Acko Aims to Achieve Profitability by FY27 with Focus on General and Health Insurance Segments

Acko Aims to Achieve Profitability by FY27 with Focus on General and Health Insurance Segments

Acko, an insurtech startup based in India, is targeting to achieve profitability by fiscal year 2026-27 (FY27) by focusing on its general and health insurance segments, according to a recent interview with the company’s CEO, Varun Dua. Speaking with investment bank UBS Global, Dua revealed that Acko is expected to close FY24 with a premium of Rs 2,000 crore and is expecting a 35% year-on-year growth rate.
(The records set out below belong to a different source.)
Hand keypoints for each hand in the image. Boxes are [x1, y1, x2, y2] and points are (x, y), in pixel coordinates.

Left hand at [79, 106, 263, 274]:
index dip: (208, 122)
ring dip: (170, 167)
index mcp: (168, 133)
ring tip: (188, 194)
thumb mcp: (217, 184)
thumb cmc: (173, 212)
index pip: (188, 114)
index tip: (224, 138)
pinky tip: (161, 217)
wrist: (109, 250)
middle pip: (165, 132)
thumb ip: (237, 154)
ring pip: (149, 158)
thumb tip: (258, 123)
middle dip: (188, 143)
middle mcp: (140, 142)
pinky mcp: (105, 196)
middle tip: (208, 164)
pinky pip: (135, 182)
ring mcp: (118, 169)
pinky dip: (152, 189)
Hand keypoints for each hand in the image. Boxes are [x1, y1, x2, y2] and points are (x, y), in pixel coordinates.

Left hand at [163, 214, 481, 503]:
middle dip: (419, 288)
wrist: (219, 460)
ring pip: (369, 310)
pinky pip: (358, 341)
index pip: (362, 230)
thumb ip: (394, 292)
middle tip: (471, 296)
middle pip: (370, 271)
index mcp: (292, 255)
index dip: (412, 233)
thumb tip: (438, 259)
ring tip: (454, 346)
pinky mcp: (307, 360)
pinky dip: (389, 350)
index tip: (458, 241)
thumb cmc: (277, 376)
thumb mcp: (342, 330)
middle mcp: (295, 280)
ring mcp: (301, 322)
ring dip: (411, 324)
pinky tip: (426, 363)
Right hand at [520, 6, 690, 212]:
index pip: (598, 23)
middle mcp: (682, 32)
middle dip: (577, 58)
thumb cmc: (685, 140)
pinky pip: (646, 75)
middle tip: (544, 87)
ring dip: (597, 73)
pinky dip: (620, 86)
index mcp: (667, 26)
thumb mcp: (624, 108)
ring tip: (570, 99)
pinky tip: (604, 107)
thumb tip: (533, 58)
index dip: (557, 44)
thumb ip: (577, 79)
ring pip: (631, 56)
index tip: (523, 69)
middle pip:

As of January 2024, Acko derives around 43-44% of its premium mix from the motor segment, with motor own damage (OD) accounting for 16% and motor third-party (TP) accounting for 27%. The company’s health segment contributes around 48% of its premiums, with group health accounting for 44% and recently started retail health contributing 2%. Interestingly, Acko’s embedded products (micro-insurance) which contributes 8% of the mix is already profitable and is growing at a 50% rate year-on-year.

Acko is also expanding its product offerings with the recent float of its life insurance company, focusing on the sale of term plans, which is currently in the beta stage. The company is concentrating on retention rates, with a retention ratio of 73-74% for the 13th month and roughly 85% for the 25th month in the auto insurance segment. Acko is also partnering with workshops in a seamless manner (about 65% of the claims are reported directly with no dealer intervention) to reduce costs and bring in higher visibility.

According to Dua, the company is on track to achieve profitability by FY27, with the general and health insurance segments expected to be fully profitable by then. Acko’s focus is to create a niche in servicing, leveraging partner workshops to reduce costs and improve visibility. With its innovative approach and growing premiums, Acko is well on its way to becoming a leading player in India’s insurance market.